O PERIGO DE COMBATER MONSTRUOSIDADES

«Quem combate monstruosidades deve cuidar para que não se torne um monstro. E se olhares longamente para um abismo o abismo também olha para dentro de ti.» Friedrich Nietzsche, Para Além do Bem e do Mal
Regina Sardoeira
        Basear um texto nesta frase de Nietzsche parece comportar todos os riscos, parece desafiar toda a moral e todos os preconceitos; mas é essa exactamente a sugestão que nos envia o título da obra, é esse o convite que o filósofo nos faz, ao colocar-se para além do bem e do mal, lançando-nos o repto de o fazermos, de igual modo. De facto, há apenas duas maneiras de ler os filósofos e ambas se complementam necessariamente: em primeiro lugar, urge que lhes justifiquemos por inteiro o pensamento por mais bizarro, difícil ou contrário às nossas posições que ele nos pareça ser. Com esta atitude alargamos o nosso olhar, invertemo-lo, fazemo-lo abarcar novas dimensões, antes inexploradas, e, quando dermos conta, estaremos muito para além de nós próprios, em terrenos virgens que, de imediato, poderemos aglutinar ao nosso mundo interior. Com efeito, há vastidões igmotas, muito para além do que a nossa vista alcançou até hoje, e nem sequer é necessário sairmos do nosso canto do mundo para darmos conta delas. Quantas vezes o viajante compulsivo das cidades, dos países e dos continentes não passa de um coleccionador de retratos que fita, embevecido, após cada viagem mas dos quais  nada extrai que seja vivo e perene! Ao contrário, o viajante do espírito, o cavaleiro da mente, o desbravador de desertos interiores ao observar o comum, a uma outra luz, com uma nova perspectiva, desentranha, em si mesmo, por essa via, novos mundos que infinitamente o levam a transcender-se, mudando de face. Em segundo lugar, é essencial que lancemos sobre os pensamentos, que primeiro assimiláramos, o olhar verrumante da crítica. Pode ser que o nosso émulo, pois a ele havíamos aderido de todos o coração, tenha, afinal, sombras, desníveis, fragilidades no seu pensamento; pode ser, então, que necessitemos de fazer luz sobre esse terreno, agora nosso, e aplanar-lhe as agruras. De um modo ou de outro haverá, impreterivelmente, crescimento.

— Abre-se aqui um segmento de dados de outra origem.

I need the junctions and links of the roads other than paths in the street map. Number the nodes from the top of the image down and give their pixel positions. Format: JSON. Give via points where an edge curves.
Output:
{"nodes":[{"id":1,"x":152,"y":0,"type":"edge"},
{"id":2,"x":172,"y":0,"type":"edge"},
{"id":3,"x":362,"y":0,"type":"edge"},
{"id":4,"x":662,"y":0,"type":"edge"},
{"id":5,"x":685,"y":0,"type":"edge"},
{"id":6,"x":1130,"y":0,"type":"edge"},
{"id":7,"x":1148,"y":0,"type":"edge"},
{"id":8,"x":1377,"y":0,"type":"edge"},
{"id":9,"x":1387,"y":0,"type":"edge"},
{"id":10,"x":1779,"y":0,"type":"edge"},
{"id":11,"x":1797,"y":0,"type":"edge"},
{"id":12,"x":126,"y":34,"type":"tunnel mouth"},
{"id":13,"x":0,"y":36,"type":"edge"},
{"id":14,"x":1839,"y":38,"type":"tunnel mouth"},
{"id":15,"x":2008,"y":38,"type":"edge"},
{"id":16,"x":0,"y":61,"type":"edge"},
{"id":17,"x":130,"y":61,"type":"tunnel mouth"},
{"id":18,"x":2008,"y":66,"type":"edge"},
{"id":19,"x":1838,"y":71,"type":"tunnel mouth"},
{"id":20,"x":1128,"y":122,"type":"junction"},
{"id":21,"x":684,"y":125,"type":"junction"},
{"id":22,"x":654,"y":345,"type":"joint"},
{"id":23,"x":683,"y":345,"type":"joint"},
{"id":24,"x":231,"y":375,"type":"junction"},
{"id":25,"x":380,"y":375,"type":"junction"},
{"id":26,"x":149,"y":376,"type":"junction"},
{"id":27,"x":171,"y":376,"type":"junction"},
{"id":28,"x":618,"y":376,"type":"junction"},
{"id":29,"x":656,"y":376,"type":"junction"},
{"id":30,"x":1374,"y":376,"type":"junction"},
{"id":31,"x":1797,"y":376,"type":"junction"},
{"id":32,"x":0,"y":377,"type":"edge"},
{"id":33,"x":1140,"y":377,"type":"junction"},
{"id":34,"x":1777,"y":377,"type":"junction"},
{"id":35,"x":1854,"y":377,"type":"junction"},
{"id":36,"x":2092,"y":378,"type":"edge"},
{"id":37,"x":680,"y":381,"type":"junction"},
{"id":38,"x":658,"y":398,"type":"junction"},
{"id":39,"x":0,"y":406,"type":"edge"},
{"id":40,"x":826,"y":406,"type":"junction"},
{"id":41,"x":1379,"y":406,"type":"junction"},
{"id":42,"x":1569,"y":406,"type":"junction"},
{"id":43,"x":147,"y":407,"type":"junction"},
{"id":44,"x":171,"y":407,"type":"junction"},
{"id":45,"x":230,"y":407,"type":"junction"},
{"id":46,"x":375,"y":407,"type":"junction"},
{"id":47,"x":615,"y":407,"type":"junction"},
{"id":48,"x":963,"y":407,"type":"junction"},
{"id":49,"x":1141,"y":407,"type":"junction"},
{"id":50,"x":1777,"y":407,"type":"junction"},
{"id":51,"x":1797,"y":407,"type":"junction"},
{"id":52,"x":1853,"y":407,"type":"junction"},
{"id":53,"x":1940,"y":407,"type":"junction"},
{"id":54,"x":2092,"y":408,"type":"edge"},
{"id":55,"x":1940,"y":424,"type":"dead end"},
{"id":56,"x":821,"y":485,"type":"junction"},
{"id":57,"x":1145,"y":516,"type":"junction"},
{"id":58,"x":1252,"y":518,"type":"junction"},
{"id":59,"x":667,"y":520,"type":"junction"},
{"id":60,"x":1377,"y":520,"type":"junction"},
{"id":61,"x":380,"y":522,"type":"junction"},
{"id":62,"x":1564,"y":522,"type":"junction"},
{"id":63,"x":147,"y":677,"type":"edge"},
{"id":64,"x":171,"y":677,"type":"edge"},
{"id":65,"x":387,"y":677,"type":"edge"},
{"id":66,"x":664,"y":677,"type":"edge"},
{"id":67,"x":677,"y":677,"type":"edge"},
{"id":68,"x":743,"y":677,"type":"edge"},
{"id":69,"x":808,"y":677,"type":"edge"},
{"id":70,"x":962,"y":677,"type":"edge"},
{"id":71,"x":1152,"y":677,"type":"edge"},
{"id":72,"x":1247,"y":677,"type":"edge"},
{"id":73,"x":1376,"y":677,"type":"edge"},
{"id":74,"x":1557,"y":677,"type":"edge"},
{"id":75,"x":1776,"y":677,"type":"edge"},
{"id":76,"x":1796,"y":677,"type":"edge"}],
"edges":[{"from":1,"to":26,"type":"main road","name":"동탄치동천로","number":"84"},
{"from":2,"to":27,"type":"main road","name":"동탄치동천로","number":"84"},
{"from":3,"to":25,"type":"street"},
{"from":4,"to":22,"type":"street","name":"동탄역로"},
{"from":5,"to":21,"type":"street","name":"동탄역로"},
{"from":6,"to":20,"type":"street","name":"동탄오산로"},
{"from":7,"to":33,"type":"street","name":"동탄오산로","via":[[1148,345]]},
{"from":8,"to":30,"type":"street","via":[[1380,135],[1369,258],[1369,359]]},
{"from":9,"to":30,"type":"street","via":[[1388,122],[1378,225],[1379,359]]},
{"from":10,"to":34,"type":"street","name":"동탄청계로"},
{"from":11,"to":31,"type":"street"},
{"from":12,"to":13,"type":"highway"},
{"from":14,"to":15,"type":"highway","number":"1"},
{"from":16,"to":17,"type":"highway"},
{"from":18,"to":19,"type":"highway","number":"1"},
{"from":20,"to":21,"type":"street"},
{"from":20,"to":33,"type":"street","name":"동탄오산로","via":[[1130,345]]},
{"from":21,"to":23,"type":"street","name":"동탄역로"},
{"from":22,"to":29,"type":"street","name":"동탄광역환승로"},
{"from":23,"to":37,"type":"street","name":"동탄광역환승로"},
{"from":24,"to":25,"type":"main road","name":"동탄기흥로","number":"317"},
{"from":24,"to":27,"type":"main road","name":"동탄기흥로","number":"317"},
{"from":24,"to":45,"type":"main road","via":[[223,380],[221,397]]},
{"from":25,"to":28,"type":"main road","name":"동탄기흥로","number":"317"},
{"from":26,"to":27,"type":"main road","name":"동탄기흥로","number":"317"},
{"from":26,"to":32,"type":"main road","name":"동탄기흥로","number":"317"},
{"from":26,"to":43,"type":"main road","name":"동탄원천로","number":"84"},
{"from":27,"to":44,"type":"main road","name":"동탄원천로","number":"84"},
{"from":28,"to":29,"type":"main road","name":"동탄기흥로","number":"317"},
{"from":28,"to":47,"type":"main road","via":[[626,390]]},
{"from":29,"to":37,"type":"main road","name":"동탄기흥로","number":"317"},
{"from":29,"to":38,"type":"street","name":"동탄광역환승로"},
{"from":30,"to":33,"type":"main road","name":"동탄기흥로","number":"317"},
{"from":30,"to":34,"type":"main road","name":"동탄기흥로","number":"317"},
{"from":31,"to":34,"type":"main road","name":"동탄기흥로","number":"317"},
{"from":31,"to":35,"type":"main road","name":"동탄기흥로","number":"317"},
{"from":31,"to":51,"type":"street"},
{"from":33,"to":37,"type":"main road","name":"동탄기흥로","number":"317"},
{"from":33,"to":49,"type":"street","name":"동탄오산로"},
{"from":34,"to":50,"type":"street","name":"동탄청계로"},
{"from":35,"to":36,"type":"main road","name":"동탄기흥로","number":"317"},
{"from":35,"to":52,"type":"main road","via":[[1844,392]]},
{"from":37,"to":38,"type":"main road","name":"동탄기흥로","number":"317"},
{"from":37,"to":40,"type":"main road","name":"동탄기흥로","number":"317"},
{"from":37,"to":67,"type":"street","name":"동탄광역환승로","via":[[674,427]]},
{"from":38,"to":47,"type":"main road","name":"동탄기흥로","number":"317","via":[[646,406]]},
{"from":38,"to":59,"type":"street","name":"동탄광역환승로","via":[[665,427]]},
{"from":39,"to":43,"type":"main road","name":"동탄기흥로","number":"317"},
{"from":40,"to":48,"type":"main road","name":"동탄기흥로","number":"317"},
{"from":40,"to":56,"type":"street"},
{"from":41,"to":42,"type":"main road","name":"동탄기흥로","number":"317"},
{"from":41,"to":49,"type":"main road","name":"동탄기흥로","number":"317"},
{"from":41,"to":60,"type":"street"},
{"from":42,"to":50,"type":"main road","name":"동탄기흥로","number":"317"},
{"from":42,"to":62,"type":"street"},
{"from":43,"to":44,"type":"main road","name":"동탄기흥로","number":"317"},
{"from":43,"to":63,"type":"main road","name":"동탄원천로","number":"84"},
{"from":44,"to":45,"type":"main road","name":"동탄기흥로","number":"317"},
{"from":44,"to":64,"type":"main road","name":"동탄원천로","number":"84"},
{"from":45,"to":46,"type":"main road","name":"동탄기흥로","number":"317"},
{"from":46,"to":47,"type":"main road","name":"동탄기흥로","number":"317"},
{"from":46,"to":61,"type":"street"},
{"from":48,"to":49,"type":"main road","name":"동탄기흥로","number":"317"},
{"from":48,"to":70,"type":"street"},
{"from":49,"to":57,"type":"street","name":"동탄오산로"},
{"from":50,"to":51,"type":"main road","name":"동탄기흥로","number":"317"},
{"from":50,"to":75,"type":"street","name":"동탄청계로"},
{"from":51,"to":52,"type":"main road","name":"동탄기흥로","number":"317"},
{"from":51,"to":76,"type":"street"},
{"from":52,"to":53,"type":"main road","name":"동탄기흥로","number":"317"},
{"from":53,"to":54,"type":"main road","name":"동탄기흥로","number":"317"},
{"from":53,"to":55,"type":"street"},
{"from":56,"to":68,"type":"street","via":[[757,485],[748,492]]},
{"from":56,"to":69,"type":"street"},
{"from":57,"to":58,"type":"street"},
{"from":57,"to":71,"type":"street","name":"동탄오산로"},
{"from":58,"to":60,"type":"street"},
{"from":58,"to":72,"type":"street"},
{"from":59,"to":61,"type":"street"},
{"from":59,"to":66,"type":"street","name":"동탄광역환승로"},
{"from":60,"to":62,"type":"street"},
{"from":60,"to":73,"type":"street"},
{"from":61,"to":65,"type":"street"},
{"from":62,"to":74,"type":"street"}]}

Combater monstruosidades é, de facto, uma tarefa perigosa por causa, exactamente, das armas que somos compelidos a utilizar no combate: é que elas têm que ser em tudo idênticas àquelas que esgrime o nosso adversário e, no acto de manuseá-las, hoje e amanhã, no esforço continuado de vencer a peleja, acabamos tão hábeis quanto ele e a curto prazo tão monstruosos quanto aquele que combatíamos.
      A monstruosidade, enquanto imagem literária, aponta quase sempre para uma conotação pejorativa fazendo com que tenhamos que transpor a fronteira da metáfora, onde tudo é permitido,  para nos colocarmos, à  revelia do próprio filósofo, que antes nos convidava a ficarmos para além  do bem e do mal, no plano ético, e logo valorativo. O monstro é, desse modo, o mau, o vilão, aquele que, ora nas proporções do corpo, ora nas nuances comportamentais, ofende o padrão, viola a norma, mergulha nos terrenos marginais do vício ou do crime. Eis o monstro!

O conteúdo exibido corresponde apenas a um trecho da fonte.